Un estudio de la Organización de Investigación Científica e Industrial de la Commonwealth (CSIRO) en Australia descubrió que los eucaliptos tienen raíces capaces de penetrar hasta 40 metros en busca de agua y nutrientes. En áreas donde el suelo contiene trazas de oro, estas partículas son absorbidas por las raíces y transportadas hacia las hojas, ramas y corteza del árbol.
Aunque el oro no es esencial para la supervivencia del eucalipto, el árbol lo acumula en cantidades microscópicas. Estas partículas, imperceptibles a simple vista, pueden ser detectadas mediante técnicas avanzadas como la espectrometría, ofreciendo indicios de la posible presencia de depósitos de oro subterráneos.

¿Qué dice la ciencia sobre este fenómeno?
Los investigadores han determinado que este fenómeno ocurre principalmente en zonas áridas, donde los eucaliptos extienden sus raíces en busca de fuentes de agua profundas. Si estas fuentes contienen minerales como el oro, el árbol los incorpora junto con el agua.
El hallazgo no implica que cada eucalipto esté situado sobre grandes depósitos de oro, pero sí representa una herramienta prometedora para identificar áreas con potencial minero.

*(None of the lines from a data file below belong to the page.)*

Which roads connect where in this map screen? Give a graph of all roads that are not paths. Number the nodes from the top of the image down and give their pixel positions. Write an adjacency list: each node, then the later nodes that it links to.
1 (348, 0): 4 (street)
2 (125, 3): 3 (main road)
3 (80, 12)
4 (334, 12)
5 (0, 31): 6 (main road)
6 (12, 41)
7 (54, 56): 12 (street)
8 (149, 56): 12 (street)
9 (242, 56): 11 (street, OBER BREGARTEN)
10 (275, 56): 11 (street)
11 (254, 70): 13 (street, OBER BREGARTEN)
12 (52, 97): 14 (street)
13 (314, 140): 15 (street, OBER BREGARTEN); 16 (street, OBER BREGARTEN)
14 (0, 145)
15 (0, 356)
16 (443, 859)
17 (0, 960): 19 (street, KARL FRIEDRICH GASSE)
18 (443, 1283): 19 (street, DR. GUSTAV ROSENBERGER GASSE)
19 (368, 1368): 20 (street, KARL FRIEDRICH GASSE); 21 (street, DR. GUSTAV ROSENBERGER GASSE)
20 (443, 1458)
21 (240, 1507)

Este método podría revolucionar la exploración de recursos minerales al ser menos invasivo y más sostenible que las técnicas tradicionales de minería.
Una revolución para la minería sostenible

El descubrimiento de que los eucaliptos pueden detectar oro subraya cómo la naturaleza puede ser una aliada en la búsqueda de soluciones innovadoras y respetuosas con el medio ambiente. En lugar de utilizar métodos destructivos de exploración, los científicos podrían recurrir a árboles como indicadores naturales de depósitos minerales.

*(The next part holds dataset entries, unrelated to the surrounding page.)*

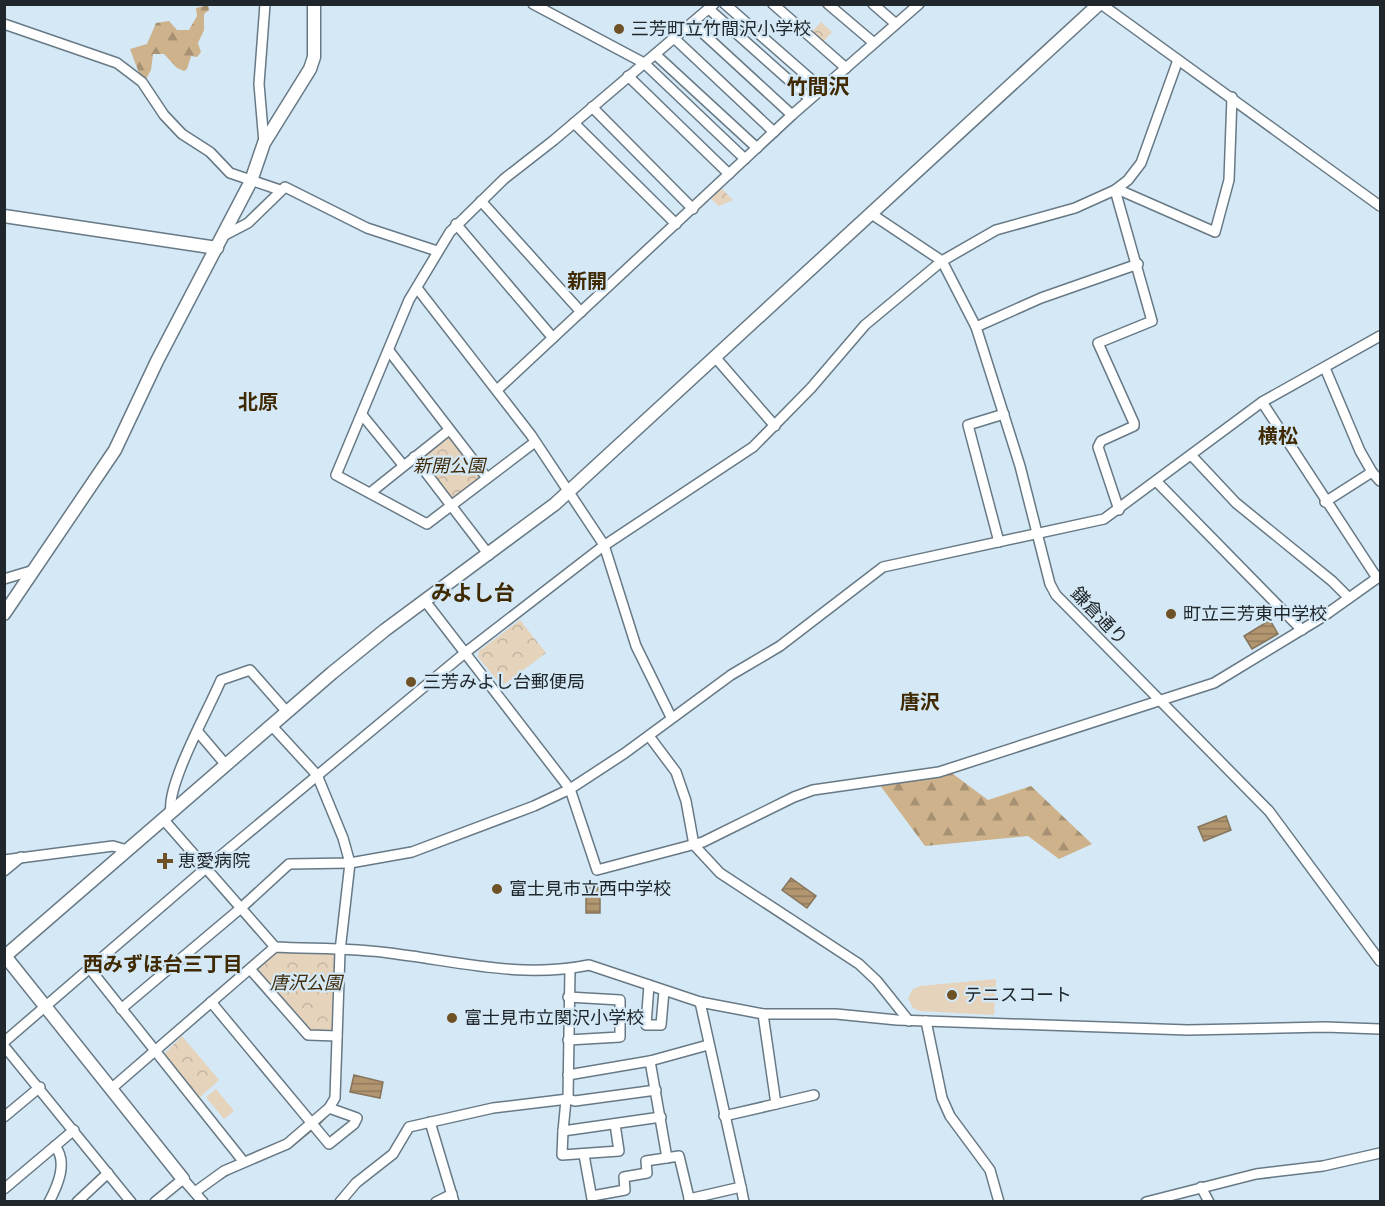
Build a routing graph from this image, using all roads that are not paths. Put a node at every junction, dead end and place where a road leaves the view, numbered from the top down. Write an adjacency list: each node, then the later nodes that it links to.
1 (266, 4): 28 (street)
2 (314, 4): 28 (street)
3 (533, 4): 18 (street)
4 (725, 4): 21 (street)
5 (773, 4): 19 (street)
6 (828, 4): 15 (street)
7 (873, 4): 13 (street)
8 (1100, 4): 17 (street); 38 (street)
9 (916, 5): 13 (street)
10 (711, 7): 12 (street); 23 (street)
11 (4, 24): 32 (street)
12 (693, 24): 14 (street); 25 (street)
13 (896, 24): 15 (street)
14 (675, 39): 16 (street); 27 (street)
15 (874, 43): 19 (street)
16 (656, 55): 18 (street); 29 (street)
17 (1178, 60): 22 (street); 34 (street)
18 (644, 63): 20 (street); 30 (street)
19 (846, 68): 21 (street)
20 (628, 76): 24 (street); 31 (street)
21 (822, 89): 23 (street)
22 (1232, 97): 34 (street); 36 (street)
23 (810, 99): 25 (street)
24 (592, 107): 26 (street); 37 (street)
25 (792, 116): 27 (street)
26 (574, 123): 35 (street); 41 (street)
27 (774, 132): 29 (street)
28 (264, 143): 32 (street)
29 (757, 148): 30 (street)
30 (745, 159): 31 (street)
31 (729, 174): 37 (street)
32 (252, 181): 33 (street); 42 (street)
33 (280, 190): 42 (street); 44 (street)
34 (1116, 190): 45 (street); 46 (street)
35 (481, 201): 40 (street); 48 (street)
36 (1380, 206)
37 (693, 209): 41 (street)
38 (873, 215): 45 (street, 鎌倉通り); 53 (street)
39 (4, 216): 43 (street)
40 (456, 224): 44 (street); 51 (street)
41 (676, 225): 48 (street)
42 (223, 236): 43 (street)
43 (217, 248): 78 (street)
44 (437, 251): 47 (street)
45 (942, 261): 49 (street, 鎌倉通り); 59 (street)
46 (1138, 264): 49 (street); 73 (street)
47 (417, 288): 52 (street); 55 (street)
48 (580, 312): 51 (street)
49 (976, 327): 57 (street, 鎌倉通り)
50 (1380, 336): 54 (street)
51 (553, 338): 55 (street)
52 (390, 352): 58 (street); 60 (street)
53 (715, 357): 59 (street); 69 (street)
54 (1325, 368): 56 (street); 65 (street)
55 (497, 390): 61 (street)
56 (1262, 402): 62 (street); 71 (street)
57 (1004, 414): 74 (street, 鎌倉通り); 75 (street)
58 (363, 416): 64 (street); 70 (street)
59 (775, 426): 76 (street)
60 (449, 430): 63 (street); 66 (street)
61 (535, 442): 66 (street); 69 (street)
62 (1192, 456): 67 (street); 81 (street)
63 (414, 457): 64 (street); 72 (street)
64 (403, 465): 70 (street)
65 (1372, 472): 68 (street); 71 (street)
66 (487, 478): 72 (street)
67 (1157, 482): 73 (street); 84 (street)
68 (1380, 482)
69 (569, 491): 76 (street); 77 (street)
70 (370, 493): 72 (street)
71 (1325, 502): 79 (street)
72 (452, 505): 77 (street)
73 (1119, 510): 74 (street)
74 (1037, 535): 75 (street); 86 (street, 鎌倉通り)
75 (999, 542): 88 (street)
76 (604, 545): 85 (street); 88 (street)
77 (489, 555): 82 (street)
78 (34, 570): 80 (street); 83 (street)
79 (1379, 577): 81 (street)
80 (4, 579)
81 (1348, 598): 84 (street)
82 (425, 601): 85 (street); 87 (street)
83 (4, 614)
84 (1302, 630): 86 (street)
85 (465, 652): 93 (street); 94 (street)
86 (1162, 702): 96 (street); 107 (street, 鎌倉通り)
87 (287, 712): 89 (street); 90 (street)
88 (671, 717): 91 (street)
89 (272, 726): 92 (street); 93 (street)
90 (198, 732): 92 (street); 95 (street)
91 (649, 736): 94 (street); 96 (street)
92 (226, 765): 95 (street)
93 (317, 775): 100 (street); 101 (street)
94 (570, 789): 96 (street); 100 (street)
95 (167, 816): 97 (street); 101 (street)
96 (694, 845): 119 (street)
97 (127, 850): 98 (street); 106 (street)
98 (22, 857): 99 (street); 102 (street)
99 (4, 860)
100 (350, 863): 103 (street); 105 (street)
101 (206, 868): 103 (street); 108 (street)
102 (4, 871)
103 (241, 908): 104 (street); 117 (street)
104 (275, 947): 105 (street); 109 (street)
105 (340, 951): 110 (street); 122 (street)
106 (5, 956): 116 (street)
107 (1380, 961)
108 (90, 969): 116 (street); 117 (street)
109 (250, 969): 114 (street); 122 (street)
110 (570, 969): 111 (street); 113 (street)
111 (649, 985): 112 (street); 112 (street)
112 (664, 991): 115 (street)
113 (568, 997): 123 (street); 123 (street)
114 (211, 1002): 126 (street); 141 (street)
115 (700, 1002): 118 (street); 125 (street)
116 (46, 1006): 124 (street); 130 (street)
117 (122, 1009): 126 (street)
118 (763, 1014): 119 (street); 134 (street)
119 (909, 1021): 120 (street)
120 (926, 1021): 121 (street); 165 (street)
121 (1380, 1029)
122 (337, 1036): 135 (street)
123 (568, 1040): 128 (street)
124 (4, 1044): 129 (street)
125 (708, 1045): 127 (street); 136 (street)
126 (155, 1051): 130 (street); 148 (street)
127 (650, 1061): 128 (street); 131 (street)
128 (568, 1075): 133 (street)
129 (40, 1088): 137 (street); 142 (street)
130 (112, 1088): 150 (street)
131 (656, 1090): 133 (street); 138 (street)
132 (814, 1095): 134 (street)
133 (567, 1099): 139 (street); 143 (street)
134 (776, 1104): 136 (street)
135 (332, 1109): 141 (street); 141 (street)
136 (724, 1116): 151 (street)
137 (4, 1117)
138 (661, 1117): 140 (street); 147 (street)
139 (430, 1122): 155 (street); 162 (street)
140 (615, 1124): 143 (street); 146 (street)
141 (314, 1126): 148 (street)
142 (74, 1130): 144 (street); 149 (street)
143 (563, 1131): 146 (street)
144 (55, 1146): 153 (street); 158 (street)
145 (1380, 1153): 152 (street)
146 (584, 1155): 156 (street)
147 (667, 1158): 156 (street); 157 (street)
148 (243, 1161): 154 (street)
149 (108, 1173): 159 (street); 160 (street)
150 (183, 1179): 154 (street); 161 (street)
151 (741, 1187): 157 (street); 164 (street)
152 (1201, 1187): 166 (street); 167 (street)
153 (4, 1190)
154 (199, 1196)
155 (453, 1198): 163 (street)
156 (592, 1199)
157 (689, 1200)
158 (49, 1202)
159 (77, 1202)
160 (131, 1202)
161 (155, 1202)
162 (340, 1202)
163 (436, 1202)
164 (744, 1202)
165 (999, 1202)
166 (1146, 1202)
167 (1209, 1202)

Además, este fenómeno destaca la importancia de proteger los ecosistemas. Los elementos cotidianos de la naturaleza, como los eucaliptos, pueden tener roles cruciales en el desarrollo de tecnologías más sostenibles y en el avance de la ciencia.
Un potencial aún por descubrir

El hallazgo de partículas de oro en los eucaliptos no solo asombra por su singularidad, sino que también plantea interrogantes sobre cuántos otros secretos podría esconder la naturaleza. Este fenómeno es un recordatorio del poder de la ciencia para revelar conexiones inesperadas entre el entorno natural y las actividades humanas.
Proteger los ecosistemas y estudiar sus capacidades sigue siendo clave para descubrir nuevas formas de abordar los retos del futuro, incluyendo la exploración de recursos de manera más ética y respetuosa con el medio ambiente.